> _What you have to do_
Please reproduce the entries that follow, keeping each word intact.

BEGIN Data for this task

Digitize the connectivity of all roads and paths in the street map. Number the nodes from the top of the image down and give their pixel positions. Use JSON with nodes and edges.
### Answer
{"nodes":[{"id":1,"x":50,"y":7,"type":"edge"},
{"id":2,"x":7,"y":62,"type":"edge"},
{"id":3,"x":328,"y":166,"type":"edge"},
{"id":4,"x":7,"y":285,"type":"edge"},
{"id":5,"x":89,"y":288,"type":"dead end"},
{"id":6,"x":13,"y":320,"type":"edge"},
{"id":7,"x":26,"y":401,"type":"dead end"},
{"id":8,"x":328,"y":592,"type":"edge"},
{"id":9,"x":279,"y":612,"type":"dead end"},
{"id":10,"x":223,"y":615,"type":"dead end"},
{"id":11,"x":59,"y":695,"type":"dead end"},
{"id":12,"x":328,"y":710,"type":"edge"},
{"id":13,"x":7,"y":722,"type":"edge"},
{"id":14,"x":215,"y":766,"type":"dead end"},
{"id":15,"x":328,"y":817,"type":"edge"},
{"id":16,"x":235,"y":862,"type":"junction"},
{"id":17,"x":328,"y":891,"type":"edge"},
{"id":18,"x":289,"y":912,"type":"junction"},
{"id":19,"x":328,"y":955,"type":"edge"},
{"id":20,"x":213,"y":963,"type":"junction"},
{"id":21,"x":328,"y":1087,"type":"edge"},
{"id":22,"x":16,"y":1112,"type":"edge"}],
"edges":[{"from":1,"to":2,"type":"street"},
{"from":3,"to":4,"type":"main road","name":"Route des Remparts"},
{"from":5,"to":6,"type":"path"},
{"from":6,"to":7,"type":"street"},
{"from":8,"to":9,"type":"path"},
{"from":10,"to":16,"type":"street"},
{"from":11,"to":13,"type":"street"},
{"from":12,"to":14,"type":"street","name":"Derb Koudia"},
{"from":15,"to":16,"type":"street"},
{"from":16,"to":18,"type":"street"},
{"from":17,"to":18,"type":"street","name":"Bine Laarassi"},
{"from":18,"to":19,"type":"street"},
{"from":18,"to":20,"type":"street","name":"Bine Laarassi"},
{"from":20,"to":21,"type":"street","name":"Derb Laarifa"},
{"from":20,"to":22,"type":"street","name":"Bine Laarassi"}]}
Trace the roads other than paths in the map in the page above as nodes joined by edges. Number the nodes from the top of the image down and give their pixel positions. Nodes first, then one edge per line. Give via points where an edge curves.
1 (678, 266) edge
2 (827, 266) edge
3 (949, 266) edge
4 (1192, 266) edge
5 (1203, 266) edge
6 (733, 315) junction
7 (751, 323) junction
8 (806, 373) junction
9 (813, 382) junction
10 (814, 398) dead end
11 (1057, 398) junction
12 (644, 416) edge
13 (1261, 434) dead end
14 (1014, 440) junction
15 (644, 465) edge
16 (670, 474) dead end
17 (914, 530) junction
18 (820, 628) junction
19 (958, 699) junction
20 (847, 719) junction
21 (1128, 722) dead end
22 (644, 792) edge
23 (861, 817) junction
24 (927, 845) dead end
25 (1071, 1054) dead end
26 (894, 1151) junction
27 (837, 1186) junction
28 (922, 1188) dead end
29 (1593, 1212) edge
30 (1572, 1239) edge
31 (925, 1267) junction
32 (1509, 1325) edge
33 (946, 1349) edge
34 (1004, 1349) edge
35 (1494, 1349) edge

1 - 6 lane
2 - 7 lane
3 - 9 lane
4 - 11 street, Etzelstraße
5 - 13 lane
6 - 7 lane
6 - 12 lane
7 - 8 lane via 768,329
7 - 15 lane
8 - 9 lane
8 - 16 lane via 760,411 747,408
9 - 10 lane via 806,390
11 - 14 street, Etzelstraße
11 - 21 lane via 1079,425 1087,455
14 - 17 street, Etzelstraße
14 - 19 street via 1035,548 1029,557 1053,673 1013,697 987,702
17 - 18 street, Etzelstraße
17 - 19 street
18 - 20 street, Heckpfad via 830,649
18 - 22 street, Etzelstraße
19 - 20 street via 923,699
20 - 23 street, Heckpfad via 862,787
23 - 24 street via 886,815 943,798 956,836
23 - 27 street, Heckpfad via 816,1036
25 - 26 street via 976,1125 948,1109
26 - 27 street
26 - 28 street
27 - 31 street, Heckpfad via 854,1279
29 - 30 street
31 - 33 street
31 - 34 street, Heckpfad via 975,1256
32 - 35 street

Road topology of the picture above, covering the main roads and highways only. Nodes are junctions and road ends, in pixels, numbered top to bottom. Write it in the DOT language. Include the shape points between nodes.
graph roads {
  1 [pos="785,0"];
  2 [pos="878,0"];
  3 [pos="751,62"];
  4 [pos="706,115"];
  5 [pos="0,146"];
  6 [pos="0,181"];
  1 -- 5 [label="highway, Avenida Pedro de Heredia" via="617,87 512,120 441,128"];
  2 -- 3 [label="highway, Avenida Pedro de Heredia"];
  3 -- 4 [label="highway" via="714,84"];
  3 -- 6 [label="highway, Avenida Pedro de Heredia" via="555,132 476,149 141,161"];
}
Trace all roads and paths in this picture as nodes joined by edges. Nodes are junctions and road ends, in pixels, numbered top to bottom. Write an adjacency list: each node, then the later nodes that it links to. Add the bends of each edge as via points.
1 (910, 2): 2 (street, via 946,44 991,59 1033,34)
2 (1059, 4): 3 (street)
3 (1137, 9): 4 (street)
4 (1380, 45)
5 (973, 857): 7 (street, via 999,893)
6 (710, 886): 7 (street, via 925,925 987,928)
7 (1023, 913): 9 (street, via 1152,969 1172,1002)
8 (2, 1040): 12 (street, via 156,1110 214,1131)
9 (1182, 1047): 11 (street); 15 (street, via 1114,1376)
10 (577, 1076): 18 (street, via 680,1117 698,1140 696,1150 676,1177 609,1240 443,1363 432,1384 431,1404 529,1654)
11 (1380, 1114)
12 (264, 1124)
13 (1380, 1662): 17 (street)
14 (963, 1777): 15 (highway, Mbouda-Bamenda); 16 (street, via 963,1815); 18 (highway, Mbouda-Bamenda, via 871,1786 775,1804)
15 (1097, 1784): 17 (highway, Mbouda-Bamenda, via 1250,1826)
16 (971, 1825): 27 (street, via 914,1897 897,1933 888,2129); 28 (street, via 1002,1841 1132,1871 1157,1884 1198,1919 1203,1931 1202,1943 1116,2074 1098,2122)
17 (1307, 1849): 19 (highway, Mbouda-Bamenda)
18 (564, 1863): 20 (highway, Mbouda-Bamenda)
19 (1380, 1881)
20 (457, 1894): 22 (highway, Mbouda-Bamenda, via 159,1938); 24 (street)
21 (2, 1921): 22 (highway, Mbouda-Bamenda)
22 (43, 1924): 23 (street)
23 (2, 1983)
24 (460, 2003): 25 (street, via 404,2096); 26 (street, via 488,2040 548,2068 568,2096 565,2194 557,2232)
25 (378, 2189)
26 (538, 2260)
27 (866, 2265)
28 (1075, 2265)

END Data for this task

> _Exercise result_
Digitize the connectivity of all roads and paths in the street map. Number the nodes from the top of the image down and give their pixel positions. Use JSON with nodes and edges.
### Answer
{"nodes":[{"id":1,"x":50,"y":7,"type":"edge"},
{"id":2,"x":7,"y":62,"type":"edge"},
{"id":3,"x":328,"y":166,"type":"edge"},
{"id":4,"x":7,"y":285,"type":"edge"},
{"id":5,"x":89,"y":288,"type":"dead end"},
{"id":6,"x":13,"y":320,"type":"edge"},
{"id":7,"x":26,"y":401,"type":"dead end"},
{"id":8,"x":328,"y":592,"type":"edge"},
{"id":9,"x":279,"y":612,"type":"dead end"},
{"id":10,"x":223,"y":615,"type":"dead end"},
{"id":11,"x":59,"y":695,"type":"dead end"},
{"id":12,"x":328,"y":710,"type":"edge"},
{"id":13,"x":7,"y":722,"type":"edge"},
{"id":14,"x":215,"y":766,"type":"dead end"},
{"id":15,"x":328,"y":817,"type":"edge"},
{"id":16,"x":235,"y":862,"type":"junction"},
{"id":17,"x":328,"y":891,"type":"edge"},
{"id":18,"x":289,"y":912,"type":"junction"},
{"id":19,"x":328,"y":955,"type":"edge"},
{"id":20,"x":213,"y":963,"type":"junction"},
{"id":21,"x":328,"y":1087,"type":"edge"},
{"id":22,"x":16,"y":1112,"type":"edge"}],
"edges":[{"from":1,"to":2,"type":"street"},
{"from":3,"to":4,"type":"main road","name":"Route des Remparts"},
{"from":5,"to":6,"type":"path"},
{"from":6,"to":7,"type":"street"},
{"from":8,"to":9,"type":"path"},
{"from":10,"to":16,"type":"street"},
{"from":11,"to":13,"type":"street"},
{"from":12,"to":14,"type":"street","name":"Derb Koudia"},
{"from":15,"to":16,"type":"street"},
{"from":16,"to":18,"type":"street"},
{"from":17,"to":18,"type":"street","name":"Bine Laarassi"},
{"from":18,"to":19,"type":"street"},
{"from":18,"to":20,"type":"street","name":"Bine Laarassi"},
{"from":20,"to":21,"type":"street","name":"Derb Laarifa"},
{"from":20,"to":22,"type":"street","name":"Bine Laarassi"}]}
Trace the roads other than paths in the map in the page above as nodes joined by edges. Number the nodes from the top of the image down and give their pixel positions. Nodes first, then one edge per line. Give via points where an edge curves.
1 (678, 266) edge
2 (827, 266) edge
3 (949, 266) edge
4 (1192, 266) edge
5 (1203, 266) edge
6 (733, 315) junction
7 (751, 323) junction
8 (806, 373) junction
9 (813, 382) junction
10 (814, 398) dead end
11 (1057, 398) junction
12 (644, 416) edge
13 (1261, 434) dead end
14 (1014, 440) junction
15 (644, 465) edge
16 (670, 474) dead end
17 (914, 530) junction
18 (820, 628) junction
19 (958, 699) junction
20 (847, 719) junction
21 (1128, 722) dead end
22 (644, 792) edge
23 (861, 817) junction
24 (927, 845) dead end
25 (1071, 1054) dead end
26 (894, 1151) junction
27 (837, 1186) junction
28 (922, 1188) dead end
29 (1593, 1212) edge
30 (1572, 1239) edge
31 (925, 1267) junction
32 (1509, 1325) edge
33 (946, 1349) edge
34 (1004, 1349) edge
35 (1494, 1349) edge

1 - 6 lane
2 - 7 lane
3 - 9 lane
4 - 11 street, Etzelstraße
5 - 13 lane
6 - 7 lane
6 - 12 lane
7 - 8 lane via 768,329
7 - 15 lane
8 - 9 lane
8 - 16 lane via 760,411 747,408
9 - 10 lane via 806,390
11 - 14 street, Etzelstraße
11 - 21 lane via 1079,425 1087,455
14 - 17 street, Etzelstraße
14 - 19 street via 1035,548 1029,557 1053,673 1013,697 987,702
17 - 18 street, Etzelstraße
17 - 19 street
18 - 20 street, Heckpfad via 830,649
18 - 22 street, Etzelstraße
19 - 20 street via 923,699
20 - 23 street, Heckpfad via 862,787
23 - 24 street via 886,815 943,798 956,836
23 - 27 street, Heckpfad via 816,1036
25 - 26 street via 976,1125 948,1109
26 - 27 street
26 - 28 street
27 - 31 street, Heckpfad via 854,1279
29 - 30 street
31 - 33 street
31 - 34 street, Heckpfad via 975,1256
32 - 35 street

Road topology of the picture above, covering the main roads and highways only. Nodes are junctions and road ends, in pixels, numbered top to bottom. Write it in the DOT language. Include the shape points between nodes.
graph roads {
  1 [pos="785,0"];
  2 [pos="878,0"];
  3 [pos="751,62"];
  4 [pos="706,115"];
  5 [pos="0,146"];
  6 [pos="0,181"];
  1 -- 5 [label="highway, Avenida Pedro de Heredia" via="617,87 512,120 441,128"];
  2 -- 3 [label="highway, Avenida Pedro de Heredia"];
  3 -- 4 [label="highway" via="714,84"];
  3 -- 6 [label="highway, Avenida Pedro de Heredia" via="555,132 476,149 141,161"];
}
Trace all roads and paths in this picture as nodes joined by edges. Nodes are junctions and road ends, in pixels, numbered top to bottom. Write an adjacency list: each node, then the later nodes that it links to. Add the bends of each edge as via points.
1 (910, 2): 2 (street, via 946,44 991,59 1033,34)
2 (1059, 4): 3 (street)
3 (1137, 9): 4 (street)
4 (1380, 45)
5 (973, 857): 7 (street, via 999,893)
6 (710, 886): 7 (street, via 925,925 987,928)
7 (1023, 913): 9 (street, via 1152,969 1172,1002)
8 (2, 1040): 12 (street, via 156,1110 214,1131)
9 (1182, 1047): 11 (street); 15 (street, via 1114,1376)
10 (577, 1076): 18 (street, via 680,1117 698,1140 696,1150 676,1177 609,1240 443,1363 432,1384 431,1404 529,1654)
11 (1380, 1114)
12 (264, 1124)
13 (1380, 1662): 17 (street)
14 (963, 1777): 15 (highway, Mbouda-Bamenda); 16 (street, via 963,1815); 18 (highway, Mbouda-Bamenda, via 871,1786 775,1804)
15 (1097, 1784): 17 (highway, Mbouda-Bamenda, via 1250,1826)
16 (971, 1825): 27 (street, via 914,1897 897,1933 888,2129); 28 (street, via 1002,1841 1132,1871 1157,1884 1198,1919 1203,1931 1202,1943 1116,2074 1098,2122)
17 (1307, 1849): 19 (highway, Mbouda-Bamenda)
18 (564, 1863): 20 (highway, Mbouda-Bamenda)
19 (1380, 1881)
20 (457, 1894): 22 (highway, Mbouda-Bamenda, via 159,1938); 24 (street)
21 (2, 1921): 22 (highway, Mbouda-Bamenda)
22 (43, 1924): 23 (street)
23 (2, 1983)
24 (460, 2003): 25 (street, via 404,2096); 26 (street, via 488,2040 548,2068 568,2096 565,2194 557,2232)
25 (378, 2189)
26 (538, 2260)
27 (866, 2265)
28 (1075, 2265)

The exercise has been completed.